Often mentioned in the same breath as Cloudera and Hortonworks, MapR has nevertheless been the subject of fewer headlines recently. The company's low profile is remarked upon by analyst Forrester in its report The Big Data Hadoop Solutions, Q1 2014. While scoring MapR highly for innovation and its current offering, Forrester said the firm lags behind the other independent vendors in terms of recognition.
"We've been in stealth mode," said CMO Jack Norris half-jokingly. "The objective is not to see who raises the most money, it's to see who drives the most value to customers."
While MapR may have no fresh tranches of venture funding to announce (the last reported round was $30m in March 2013), the company does have other results to trumpet. The HP Vertica analytics platform is now integrated into the top-of-the-range MapR M7 distribution and the firm has expanded into 10 countries.
There was also a tripling in the number of bookings in the year to Q1 2014, 90 per cent of sales coming from subscription-based product licences.
"Enterprises are using us for substantial applications. There now are seven or eight industry sectors in which we have at least one customer spending a million dollars," Norris told Computing.

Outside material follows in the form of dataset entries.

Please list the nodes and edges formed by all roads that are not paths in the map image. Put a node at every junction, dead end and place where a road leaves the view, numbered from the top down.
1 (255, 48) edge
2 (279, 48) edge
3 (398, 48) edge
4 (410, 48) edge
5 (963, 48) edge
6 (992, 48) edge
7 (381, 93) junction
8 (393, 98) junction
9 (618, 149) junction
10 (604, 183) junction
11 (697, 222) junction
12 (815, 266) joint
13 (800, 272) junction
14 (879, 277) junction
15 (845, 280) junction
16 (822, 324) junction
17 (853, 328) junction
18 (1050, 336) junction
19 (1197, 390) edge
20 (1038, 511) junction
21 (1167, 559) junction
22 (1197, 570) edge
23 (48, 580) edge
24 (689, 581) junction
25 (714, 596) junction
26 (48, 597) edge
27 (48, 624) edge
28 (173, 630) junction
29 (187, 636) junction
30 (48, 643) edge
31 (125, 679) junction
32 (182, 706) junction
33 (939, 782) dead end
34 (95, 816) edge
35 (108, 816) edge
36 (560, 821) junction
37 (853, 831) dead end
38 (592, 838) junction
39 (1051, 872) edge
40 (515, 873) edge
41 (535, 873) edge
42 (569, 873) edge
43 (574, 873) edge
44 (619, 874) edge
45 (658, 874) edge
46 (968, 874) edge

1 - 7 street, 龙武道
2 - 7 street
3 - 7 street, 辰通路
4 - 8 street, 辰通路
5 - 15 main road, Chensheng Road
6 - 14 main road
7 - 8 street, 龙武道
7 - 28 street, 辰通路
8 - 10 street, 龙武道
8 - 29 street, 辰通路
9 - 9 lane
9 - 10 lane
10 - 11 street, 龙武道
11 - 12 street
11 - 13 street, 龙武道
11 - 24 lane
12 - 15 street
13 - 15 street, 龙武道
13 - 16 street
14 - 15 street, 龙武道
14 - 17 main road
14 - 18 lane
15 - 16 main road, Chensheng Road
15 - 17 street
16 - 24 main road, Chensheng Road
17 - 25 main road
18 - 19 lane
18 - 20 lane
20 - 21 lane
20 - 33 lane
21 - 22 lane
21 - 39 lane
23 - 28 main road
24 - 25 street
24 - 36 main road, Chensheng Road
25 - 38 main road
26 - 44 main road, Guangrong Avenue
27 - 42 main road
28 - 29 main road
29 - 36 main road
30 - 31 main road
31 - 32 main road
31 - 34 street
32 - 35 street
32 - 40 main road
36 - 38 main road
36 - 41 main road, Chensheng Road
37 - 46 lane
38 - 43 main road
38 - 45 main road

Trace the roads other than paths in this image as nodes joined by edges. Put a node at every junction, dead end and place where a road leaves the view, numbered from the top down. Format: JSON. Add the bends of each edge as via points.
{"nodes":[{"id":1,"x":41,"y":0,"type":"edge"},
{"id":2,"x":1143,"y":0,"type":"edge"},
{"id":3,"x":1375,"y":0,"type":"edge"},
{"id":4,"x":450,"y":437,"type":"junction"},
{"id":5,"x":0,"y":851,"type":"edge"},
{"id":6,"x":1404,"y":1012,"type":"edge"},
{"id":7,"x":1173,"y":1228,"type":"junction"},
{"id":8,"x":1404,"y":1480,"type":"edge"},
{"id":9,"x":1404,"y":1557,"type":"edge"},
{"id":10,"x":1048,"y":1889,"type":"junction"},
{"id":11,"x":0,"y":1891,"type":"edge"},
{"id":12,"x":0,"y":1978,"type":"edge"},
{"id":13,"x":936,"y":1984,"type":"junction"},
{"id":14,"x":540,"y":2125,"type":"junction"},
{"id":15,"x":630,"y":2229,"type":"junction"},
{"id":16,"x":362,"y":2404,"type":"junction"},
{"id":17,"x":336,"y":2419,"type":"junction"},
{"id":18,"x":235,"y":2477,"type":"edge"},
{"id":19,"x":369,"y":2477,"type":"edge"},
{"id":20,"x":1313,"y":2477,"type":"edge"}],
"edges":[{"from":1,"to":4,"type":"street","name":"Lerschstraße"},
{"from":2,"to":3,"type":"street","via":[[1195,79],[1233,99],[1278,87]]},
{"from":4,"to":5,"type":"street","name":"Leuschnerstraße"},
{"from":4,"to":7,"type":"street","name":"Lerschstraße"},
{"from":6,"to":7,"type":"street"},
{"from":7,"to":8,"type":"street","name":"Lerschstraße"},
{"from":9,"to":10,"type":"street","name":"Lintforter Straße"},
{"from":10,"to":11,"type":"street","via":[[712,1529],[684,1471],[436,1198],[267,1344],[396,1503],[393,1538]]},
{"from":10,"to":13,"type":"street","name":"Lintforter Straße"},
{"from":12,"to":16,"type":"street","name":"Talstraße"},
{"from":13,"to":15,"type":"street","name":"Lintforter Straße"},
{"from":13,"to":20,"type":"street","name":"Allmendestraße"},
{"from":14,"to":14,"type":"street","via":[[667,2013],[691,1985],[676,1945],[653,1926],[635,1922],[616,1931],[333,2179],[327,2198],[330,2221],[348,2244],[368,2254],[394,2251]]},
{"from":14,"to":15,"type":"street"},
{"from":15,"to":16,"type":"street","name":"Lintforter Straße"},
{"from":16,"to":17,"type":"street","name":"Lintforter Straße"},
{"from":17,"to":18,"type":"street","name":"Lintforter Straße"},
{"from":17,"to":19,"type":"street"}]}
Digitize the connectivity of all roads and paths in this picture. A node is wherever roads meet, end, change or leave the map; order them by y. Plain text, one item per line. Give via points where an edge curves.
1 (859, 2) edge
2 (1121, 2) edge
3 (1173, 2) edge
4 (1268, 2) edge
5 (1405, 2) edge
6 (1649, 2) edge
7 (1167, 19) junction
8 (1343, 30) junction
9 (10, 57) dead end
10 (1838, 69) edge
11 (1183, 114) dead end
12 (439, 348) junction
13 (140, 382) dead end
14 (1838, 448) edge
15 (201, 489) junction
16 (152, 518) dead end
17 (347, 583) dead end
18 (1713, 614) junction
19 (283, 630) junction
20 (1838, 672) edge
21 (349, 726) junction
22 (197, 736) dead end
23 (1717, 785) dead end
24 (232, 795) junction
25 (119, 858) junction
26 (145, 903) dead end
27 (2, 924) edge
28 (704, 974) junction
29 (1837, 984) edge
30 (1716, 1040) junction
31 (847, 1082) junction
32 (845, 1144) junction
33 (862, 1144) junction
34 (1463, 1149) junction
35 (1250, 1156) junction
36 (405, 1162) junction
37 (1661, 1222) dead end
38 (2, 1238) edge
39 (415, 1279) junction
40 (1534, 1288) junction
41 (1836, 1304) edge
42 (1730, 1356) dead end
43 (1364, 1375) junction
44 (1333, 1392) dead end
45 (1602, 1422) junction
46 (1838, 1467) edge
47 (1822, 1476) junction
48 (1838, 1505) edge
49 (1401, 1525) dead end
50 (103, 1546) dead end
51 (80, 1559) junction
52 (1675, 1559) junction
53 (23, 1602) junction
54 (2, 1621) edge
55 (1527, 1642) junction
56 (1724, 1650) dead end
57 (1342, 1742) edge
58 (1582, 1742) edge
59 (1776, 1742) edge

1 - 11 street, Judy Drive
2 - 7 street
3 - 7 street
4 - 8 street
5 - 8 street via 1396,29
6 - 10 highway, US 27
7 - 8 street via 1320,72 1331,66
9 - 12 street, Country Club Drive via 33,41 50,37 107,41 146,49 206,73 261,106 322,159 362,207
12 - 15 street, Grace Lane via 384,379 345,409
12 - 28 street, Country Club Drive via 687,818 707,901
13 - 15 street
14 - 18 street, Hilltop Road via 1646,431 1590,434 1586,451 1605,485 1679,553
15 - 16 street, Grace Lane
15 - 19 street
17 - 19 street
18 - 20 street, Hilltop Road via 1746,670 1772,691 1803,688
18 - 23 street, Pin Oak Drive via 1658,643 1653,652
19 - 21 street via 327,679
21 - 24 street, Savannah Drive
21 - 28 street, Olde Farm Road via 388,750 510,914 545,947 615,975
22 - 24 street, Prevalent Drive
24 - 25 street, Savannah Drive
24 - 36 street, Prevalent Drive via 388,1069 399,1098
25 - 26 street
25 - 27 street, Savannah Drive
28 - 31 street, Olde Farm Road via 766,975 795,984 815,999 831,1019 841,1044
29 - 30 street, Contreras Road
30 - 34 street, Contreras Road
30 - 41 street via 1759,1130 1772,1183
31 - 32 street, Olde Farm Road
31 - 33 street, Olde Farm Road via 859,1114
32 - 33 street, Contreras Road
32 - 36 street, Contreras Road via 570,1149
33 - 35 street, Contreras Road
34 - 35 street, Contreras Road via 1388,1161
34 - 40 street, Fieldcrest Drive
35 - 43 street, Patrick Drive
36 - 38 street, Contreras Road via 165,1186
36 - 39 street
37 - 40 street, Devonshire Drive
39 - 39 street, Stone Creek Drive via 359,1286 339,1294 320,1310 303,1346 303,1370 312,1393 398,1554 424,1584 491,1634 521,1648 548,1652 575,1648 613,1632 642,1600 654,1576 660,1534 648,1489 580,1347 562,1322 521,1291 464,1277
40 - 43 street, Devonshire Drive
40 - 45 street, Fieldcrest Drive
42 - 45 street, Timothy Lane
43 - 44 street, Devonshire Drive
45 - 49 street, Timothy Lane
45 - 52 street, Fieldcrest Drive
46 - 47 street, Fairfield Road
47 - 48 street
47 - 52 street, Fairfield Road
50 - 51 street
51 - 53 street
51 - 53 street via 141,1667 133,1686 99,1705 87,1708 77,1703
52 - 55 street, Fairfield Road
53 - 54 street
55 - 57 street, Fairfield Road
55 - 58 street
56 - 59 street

To many people Hadoop conjures a picture of something that is big and powerful but hard to master - rather like an elephant in fact - but Norris is keen to put a different image in people's minds. The real power of Hadoop, he says, is simplification: the potential to reduce the number of processes and operations needed to obtain the sort of results that can really make a difference.
"This is the biggest paradigm shift in enterprise computing in my lifetime," he said. "We take for granted that there's a separate storage network from compute; we take for granted that you have an analytic environment that's separate from the production environment, but it wasn't always so."
The historical separation of functions came about, Norris says, because analytical processes were putting a drag on the production systems and so were hived off into a different workflow with a whole new set of processes required to store and extract and move the data between data warehouses and analytics tools. But Hadoop is changing all that, allowing data to be efficiently stored, processed and analysed on the same platform and at scale.
"Hadoop doesn't require you to separate. We've focussed on features that recognise that. This is the alternative to single-purpose analytical silos. And really it's about a cluster that can support the needs of a business flexibly. We've got features like volumes [logical units that allow you to apply policies to a set of files, directories or sub-volumes] so you can logically separate out data."
Simplifying the Hadoop ecosystem is the goal, he said, hiding the nuts and bolts to produce an easy-to-use multipurpose platform.
"We don't want people to think about the technology, we want them to think about what they can use it for and the benefits they can achieve," Norris said, pitching MapR firmly into the enterprise camp and differentiating it from other distributions that might be more attractive to "tinkerers".
"In a big data environment you need the ability to scale and work independently and not require a centralised administrator or IT person to set and define things ahead of time otherwise you've got delays and dependencies that can impact on the result," he said.
MapR has drawn a certain amount of criticism from open source advocates for using its own proprietary direct access NFS file system in place of the standard Hadoop distrubuted file system (HDFS). In this way it is similar to Cloudera, which has a proprietary management system built in to its distribution, but not to Hortonworks, which is 100 per cent open source. Norris says the criticism is unfair, that the company is involved in many open source projects (including Apache Drill, which he expects to be in production within 12 months), and that there is no danger of lock-in for customers.
"Our founder and CTO [M.C. Srivas] worked on Google Big Table and before that he was with Spinnaker [a NAS vendor]" he said. "We focused on the underlying data platform. Yes we did some changes there but we exposed the open APIs to make sure that data flows freely, and the application layer on top is all open source," he said, explaining that NFS speeds up the data access and transfer processes allowing streaming writes.
"The issue is data is growing so quickly that it's taking longer to move data across the network than to process it, and we're seeing some really streamlined approaches with the platform that delivers better results faster, cheaper and more flexibly than anything that's gone before," Norris concluded.